Как раз тогда, когда Леонтьев писал эти строки, достигли своей научной зрелости выдающиеся творцы русского византиноведения – академики В.Г. Васильевский (1838–1899), Ф.И. Успенский (1845–1928) и Н.П. Кондаков (1844–1925), труды которых всем своим содержанием подтверждали полную правоту Леонтьева. Но мало кто из российских идеологов изучил или хотя бы имел желание изучить эти труды. И слова «византизм» и «византийство» по-прежнему имели в их устах, по сути дела, «бранный» смысл…
* * *Россия, подобно Византии, сложилась и как евразийское, и как идеократическое государство. В евразийстве Руси-России нередко видят следствие ее долгого пребывания в составе Монгольской империи. Однако в действительности эта пора была закреплением и углублением уже давно присущего Руси качества.
862 годом (на самом деле событие, по-видимому, произошло несколько раньше) помечено в летописи известие о создании государственности Руси, и в этом акте, согласно летописи, вместе со славянами равноправно участвуют «уральские» (финно-угорские) племена («Реша… – сообщает летопись, – чудь, словене, и кривичи, и весь…»). В X веке в походах князя Игоря принимают участие и европейцы – скандинавы, и азиаты – печенеги, а среди высших лиц русского государства XI века представлены и те же скандинавы, и люди из различных тюркских и финно-угорских племен и т. д.
Да, еще задолго до монгольского нашествия существует и постоянно возрастает «азийский компонент» русской истории. Это, в частности, ясно выразилось в династических браках, имевших прямое и непосредственное государственное значение. Если сыновья Ярослава Мудрого обручаются с невестами из династий Запада (Франции, Германии, Дании, Норвегии и т. д.), а также Византии, то по меньшей мере трое из девяти сыновей Ярославова внука (и вместе с тем внука византийского императора Константина VIII) Владимира Мономаха породнились (в начале XII века) с восточными династиями – половецкими и ясской (осетинской), и с тех пор это стало на Руси прочной традицией. Правда, глубокий смысл заключен не в самих по себе подобных брачных союзах; они – только одно из наглядных проявлений русского «евразийства». Примитивно и в конечном счете просто ложно представление, согласно которому это евразийство толкуется прежде всего и главным образом как взаимодействие русского и, скажем, тюркских народов. Если сказать о сути дела со всей определенностью, русские – эти наследники византийских греков – как бы изначально, по самому своему определению, были евразийским народом, способным поэтому вступать в органические взаимоотношения и с европейскими, и с азиатскими этносами, которые – если они действительно включались в магнитное поле Руси-России – и сами обретали евразийские черты. Между тем в случае их выхода из этого поля они опять должны были в конечном счете стать «чисто» европейскими или «чисто» азиатскими народами; русские же не могут не быть народом именно евразийским.

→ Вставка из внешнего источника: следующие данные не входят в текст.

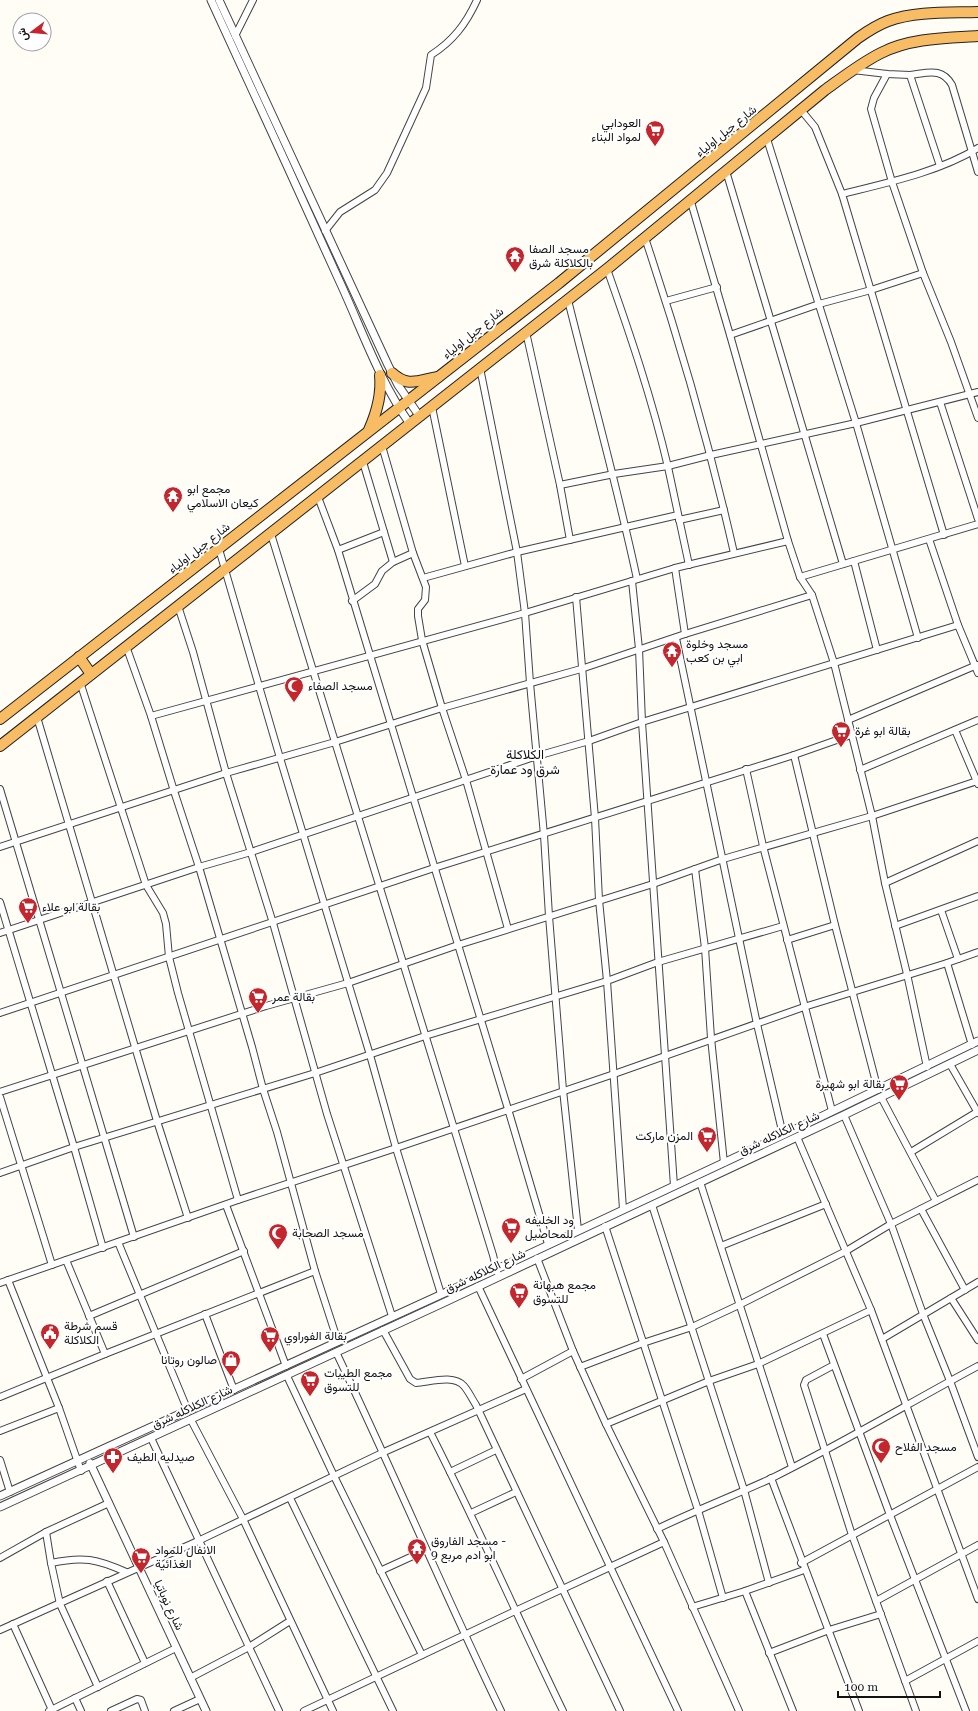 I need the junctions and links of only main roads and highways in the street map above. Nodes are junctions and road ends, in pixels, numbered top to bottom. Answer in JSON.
{"nodes":[{"id":1,"x":978,"y":12,"type":"edge"},
{"id":2,"x":978,"y":36,"type":"edge"},
{"id":3,"x":392,"y":373,"type":"road end"},
{"id":4,"x":380,"y":375,"type":"road end"},
{"id":5,"x":440,"y":377,"type":"junction"},
{"id":6,"x":368,"y":432,"type":"junction"},
{"id":7,"x":79,"y":657,"type":"junction"},
{"id":8,"x":91,"y":674,"type":"junction"},
{"id":9,"x":0,"y":719,"type":"edge"},
{"id":10,"x":0,"y":746,"type":"edge"}],
"edges":[{"from":1,"to":5,"type":"highway","name":"شارع جبل اولياء"},
{"from":2,"to":8,"type":"highway"},
{"from":3,"to":5,"type":"highway"},
{"from":4,"to":6,"type":"highway"},
{"from":5,"to":6,"type":"highway","name":"شارع جبل اولياء"},
{"from":6,"to":7,"type":"highway","name":"شارع جبل اولياء"},
{"from":7,"to":8,"type":"highway"},
{"from":7,"to":9,"type":"highway","name":"شارع جبل اولياء"},
{"from":8,"to":10,"type":"highway"}]}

Евразийская суть Руси ярко отразилась в летописном рассказе о том, как Владимир Святославич, не предрешая заранее итога, избирал одну веру из четырех – западного и византийского христианства и, с другой стороны, азиатских – мусульманства и иудаизма (выбор – что было вполне закономерно – пал на религию «евразийской» Византии). Притом в данном случае не столь уж важно, имеем ли мы дело с легендой или же с сообщением о реально состоявшемся выборе; действительно существенно то, что летописец, воплощавший так или иначе в своем рассказе представления русских людей XI – начала XII вв., не усматривал ничего противоестественного в подобном акте, явно подразумевавшем, что западные и восточные религии равноправны (хотя избрание именно византийской веры было, повторяю, закономерным итогом). И если не забывать о верховном и всестороннем значении религии в бытии тогдашних обществ, станет ясно, что это восприятие верований Европы и Азии как равно достойных внимания имеет чрезвычайно существенный смысл: «евразийская» природа русского духа выступает тут с наибольшей несомненностью. Но не менее важно и характерно и другое: будучи воспринятым, христианство становится на Руси определяющим и всепроникающим стержнем бытия. Ведь невозможно, например, переоценить тот факт, что не позднее XIV века основная часть населения Руси обрела название – и самоназвание – крестьяне (вариант слова «христиане»). Более того, уже из памятника начала XII века явствует, что слово «христианин» («хрьстианинъ») имело, помимо обозначения принадлежности к определенной религии, всеобщий смысл: «житель Русской земли» (см.: Срезневский И.И. Материалы для Словаря древнерусского языка. Т. III, стб. 1410).